◆ About this exercise
Show all lines of the listing that hold the word "main".

◆ The records
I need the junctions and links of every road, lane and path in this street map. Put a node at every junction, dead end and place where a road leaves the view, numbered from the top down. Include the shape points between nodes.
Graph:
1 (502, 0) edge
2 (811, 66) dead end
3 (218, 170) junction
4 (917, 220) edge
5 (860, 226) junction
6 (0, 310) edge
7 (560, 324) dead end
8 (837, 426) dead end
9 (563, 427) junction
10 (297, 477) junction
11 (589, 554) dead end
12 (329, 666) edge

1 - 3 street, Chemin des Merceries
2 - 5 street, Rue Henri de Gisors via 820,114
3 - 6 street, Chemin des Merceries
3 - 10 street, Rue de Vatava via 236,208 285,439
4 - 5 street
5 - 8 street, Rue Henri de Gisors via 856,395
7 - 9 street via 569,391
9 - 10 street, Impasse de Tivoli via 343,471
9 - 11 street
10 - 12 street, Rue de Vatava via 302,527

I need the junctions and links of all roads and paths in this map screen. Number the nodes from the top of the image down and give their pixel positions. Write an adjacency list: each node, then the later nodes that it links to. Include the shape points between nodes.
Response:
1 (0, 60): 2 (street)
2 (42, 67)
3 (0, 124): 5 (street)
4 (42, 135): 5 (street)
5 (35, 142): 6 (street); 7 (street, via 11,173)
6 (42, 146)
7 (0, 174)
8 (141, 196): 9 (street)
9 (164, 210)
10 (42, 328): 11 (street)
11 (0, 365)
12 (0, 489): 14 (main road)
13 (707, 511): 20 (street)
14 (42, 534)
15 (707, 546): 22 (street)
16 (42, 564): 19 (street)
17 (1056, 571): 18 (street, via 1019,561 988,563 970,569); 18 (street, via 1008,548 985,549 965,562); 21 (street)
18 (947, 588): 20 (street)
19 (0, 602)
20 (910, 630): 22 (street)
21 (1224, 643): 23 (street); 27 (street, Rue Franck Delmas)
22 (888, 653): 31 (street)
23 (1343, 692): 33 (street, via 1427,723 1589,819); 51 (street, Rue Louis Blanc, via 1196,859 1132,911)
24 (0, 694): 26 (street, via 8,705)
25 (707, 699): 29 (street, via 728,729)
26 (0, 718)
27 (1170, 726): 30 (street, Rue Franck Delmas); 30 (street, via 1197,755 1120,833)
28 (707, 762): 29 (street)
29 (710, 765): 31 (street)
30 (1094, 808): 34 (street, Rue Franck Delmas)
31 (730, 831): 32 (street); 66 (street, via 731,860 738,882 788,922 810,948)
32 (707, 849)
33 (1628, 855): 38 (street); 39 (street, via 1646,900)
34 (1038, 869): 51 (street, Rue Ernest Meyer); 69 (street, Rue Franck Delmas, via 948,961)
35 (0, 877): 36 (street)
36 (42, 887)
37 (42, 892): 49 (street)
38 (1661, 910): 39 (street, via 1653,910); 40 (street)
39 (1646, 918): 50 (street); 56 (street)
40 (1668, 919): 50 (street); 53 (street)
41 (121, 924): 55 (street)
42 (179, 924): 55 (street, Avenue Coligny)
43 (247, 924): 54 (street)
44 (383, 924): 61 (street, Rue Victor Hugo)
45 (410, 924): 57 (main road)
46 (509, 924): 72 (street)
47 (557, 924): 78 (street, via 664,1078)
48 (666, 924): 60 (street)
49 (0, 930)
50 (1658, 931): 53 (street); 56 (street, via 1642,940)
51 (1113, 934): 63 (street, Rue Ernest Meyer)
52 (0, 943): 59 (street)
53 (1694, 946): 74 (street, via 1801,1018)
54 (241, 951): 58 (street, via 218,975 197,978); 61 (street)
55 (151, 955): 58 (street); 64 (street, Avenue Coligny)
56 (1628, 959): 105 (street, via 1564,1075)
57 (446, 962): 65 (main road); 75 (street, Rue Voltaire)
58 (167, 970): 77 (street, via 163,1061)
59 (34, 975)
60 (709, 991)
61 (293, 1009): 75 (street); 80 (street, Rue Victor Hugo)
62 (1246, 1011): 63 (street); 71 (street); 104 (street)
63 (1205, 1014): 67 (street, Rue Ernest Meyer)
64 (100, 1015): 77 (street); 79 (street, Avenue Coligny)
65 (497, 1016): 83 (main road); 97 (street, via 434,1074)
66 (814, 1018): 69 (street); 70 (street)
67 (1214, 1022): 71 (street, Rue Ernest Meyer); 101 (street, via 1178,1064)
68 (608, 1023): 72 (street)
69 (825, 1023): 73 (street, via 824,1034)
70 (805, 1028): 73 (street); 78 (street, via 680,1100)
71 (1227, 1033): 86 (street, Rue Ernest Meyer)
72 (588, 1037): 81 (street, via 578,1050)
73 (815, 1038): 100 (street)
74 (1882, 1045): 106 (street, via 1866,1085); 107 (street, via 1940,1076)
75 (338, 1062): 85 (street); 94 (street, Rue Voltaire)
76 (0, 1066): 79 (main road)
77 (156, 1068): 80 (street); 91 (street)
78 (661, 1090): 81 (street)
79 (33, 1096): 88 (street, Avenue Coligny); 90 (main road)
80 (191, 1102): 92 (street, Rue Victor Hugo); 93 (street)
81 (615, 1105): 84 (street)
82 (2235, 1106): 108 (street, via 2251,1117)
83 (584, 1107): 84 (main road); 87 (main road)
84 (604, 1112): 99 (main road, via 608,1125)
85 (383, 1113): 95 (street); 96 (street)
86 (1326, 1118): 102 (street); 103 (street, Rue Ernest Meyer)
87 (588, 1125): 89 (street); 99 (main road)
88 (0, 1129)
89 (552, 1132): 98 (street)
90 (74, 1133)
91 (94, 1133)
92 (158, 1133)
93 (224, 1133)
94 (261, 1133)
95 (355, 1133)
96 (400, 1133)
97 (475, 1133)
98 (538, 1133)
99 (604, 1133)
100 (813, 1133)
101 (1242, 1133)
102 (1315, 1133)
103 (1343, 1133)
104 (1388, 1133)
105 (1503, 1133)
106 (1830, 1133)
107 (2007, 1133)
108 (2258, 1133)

◆ Solution below
12 (0, 489): 14 (main road)
45 (410, 924): 57 (main road)
57 (446, 962): 65 (main road); 75 (street, Rue Voltaire)
65 (497, 1016): 83 (main road); 97 (street, via 434,1074)
76 (0, 1066): 79 (main road)
79 (33, 1096): 88 (street, Avenue Coligny); 90 (main road)
83 (584, 1107): 84 (main road); 87 (main road)
84 (604, 1112): 99 (main road, via 608,1125)
87 (588, 1125): 89 (street); 99 (main road)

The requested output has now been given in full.